Setting the interval between fault monitor probes (Thorough_probe_interval)
Setting the timeout for fault monitor probes (Probe_timeout)
Setting the number of times the fault monitor attempts to restart the resource (Retry_count)

The HA for Oracle E-Business Suite up to release 12.1 fault monitor performs a check within an infinite loop. During each cycle, the fault monitor checks the relevant component and reports either a failure or success.

If the fault monitor is successful, it returns to its infinite loop and continues the next cycle of probing and sleeping.

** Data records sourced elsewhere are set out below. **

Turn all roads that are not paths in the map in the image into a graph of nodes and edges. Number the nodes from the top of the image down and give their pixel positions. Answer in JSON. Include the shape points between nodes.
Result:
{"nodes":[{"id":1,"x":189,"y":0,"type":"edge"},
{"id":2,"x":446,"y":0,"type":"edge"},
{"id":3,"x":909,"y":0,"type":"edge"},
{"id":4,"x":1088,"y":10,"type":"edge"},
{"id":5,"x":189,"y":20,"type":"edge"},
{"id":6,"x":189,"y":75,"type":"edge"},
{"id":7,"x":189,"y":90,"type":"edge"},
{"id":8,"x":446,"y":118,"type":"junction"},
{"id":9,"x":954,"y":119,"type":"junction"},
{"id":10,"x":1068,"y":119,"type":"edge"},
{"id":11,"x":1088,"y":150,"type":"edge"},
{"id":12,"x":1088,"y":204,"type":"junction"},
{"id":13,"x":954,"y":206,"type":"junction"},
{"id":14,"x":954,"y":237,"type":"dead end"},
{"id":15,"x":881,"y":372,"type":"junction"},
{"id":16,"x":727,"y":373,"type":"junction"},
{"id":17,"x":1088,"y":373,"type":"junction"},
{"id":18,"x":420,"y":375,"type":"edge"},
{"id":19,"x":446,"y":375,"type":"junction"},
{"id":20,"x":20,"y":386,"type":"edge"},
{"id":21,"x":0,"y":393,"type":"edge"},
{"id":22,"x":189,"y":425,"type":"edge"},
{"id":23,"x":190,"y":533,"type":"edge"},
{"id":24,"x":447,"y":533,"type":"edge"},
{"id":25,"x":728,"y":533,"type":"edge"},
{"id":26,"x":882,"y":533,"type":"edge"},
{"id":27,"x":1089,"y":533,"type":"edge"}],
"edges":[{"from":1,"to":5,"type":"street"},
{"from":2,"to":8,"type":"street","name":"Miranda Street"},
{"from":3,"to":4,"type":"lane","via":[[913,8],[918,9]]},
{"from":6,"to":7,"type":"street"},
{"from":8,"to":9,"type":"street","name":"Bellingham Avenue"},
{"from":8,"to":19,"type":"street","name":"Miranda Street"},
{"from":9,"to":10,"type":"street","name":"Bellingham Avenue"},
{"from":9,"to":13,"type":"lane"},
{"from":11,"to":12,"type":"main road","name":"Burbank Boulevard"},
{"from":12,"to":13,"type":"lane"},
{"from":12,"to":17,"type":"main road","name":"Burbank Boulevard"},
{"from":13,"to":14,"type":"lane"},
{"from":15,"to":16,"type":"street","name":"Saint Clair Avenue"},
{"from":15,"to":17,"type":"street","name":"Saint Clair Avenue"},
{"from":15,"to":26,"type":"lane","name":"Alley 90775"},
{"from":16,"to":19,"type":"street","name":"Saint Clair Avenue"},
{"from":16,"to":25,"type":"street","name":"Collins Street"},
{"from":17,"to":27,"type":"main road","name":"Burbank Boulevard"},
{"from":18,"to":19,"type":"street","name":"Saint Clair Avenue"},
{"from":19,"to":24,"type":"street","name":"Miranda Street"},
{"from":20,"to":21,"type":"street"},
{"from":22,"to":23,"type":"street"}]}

If the fault monitor reports a failure, a request is made to the cluster to restart the resource. If the fault monitor reports another failure, another request is made to the cluster to restart the resource. This behavior continues whenever the fault monitor reports a failure.

If successive restarts exceed the Retry_count within the Thorough_probe_interval, a request is made to fail over the resource group onto a different node or zone.

Concurrent Manager Probe

Test whether at least one FND (Concurrent Manager) process is running. If this test fails, the probe restarts the Concurrent Manager Server resource.
Test whether the probe can still connect to the Oracle Database. If this test fails, the probe restarts the Concurrent Manager Server resource.
Calculate the number of concurrent processes running as a percentage of the maximum number of concurrent processes allowed. Then test whether that percentage is less than CON_LIMIT, when the Concurrent Manager Server resource was defined. If the percentage is less than CON_LIMIT, the probe restarts the Concurrent Manager Server resource.

Forms Server in Servlet Mode Probe

Test whether the f60srvm process is running. If f60srvm is found, then test whether f60webmx process is running. If f60webmx is not found, the probe retests after another iteration of the probe to determine whether f60webmx is still missing, because f60srvm usually restarts f60webmx. If after two successive probes, f60webmx is still missing or f60srvm is not found on any probe, the probe restarts the Forms Server resource.

Forms Server in Socket Mode Probe

Test whether the frmsrv process is running. If this test fails, the probe restarts the Forms Server in Socket Mode resource.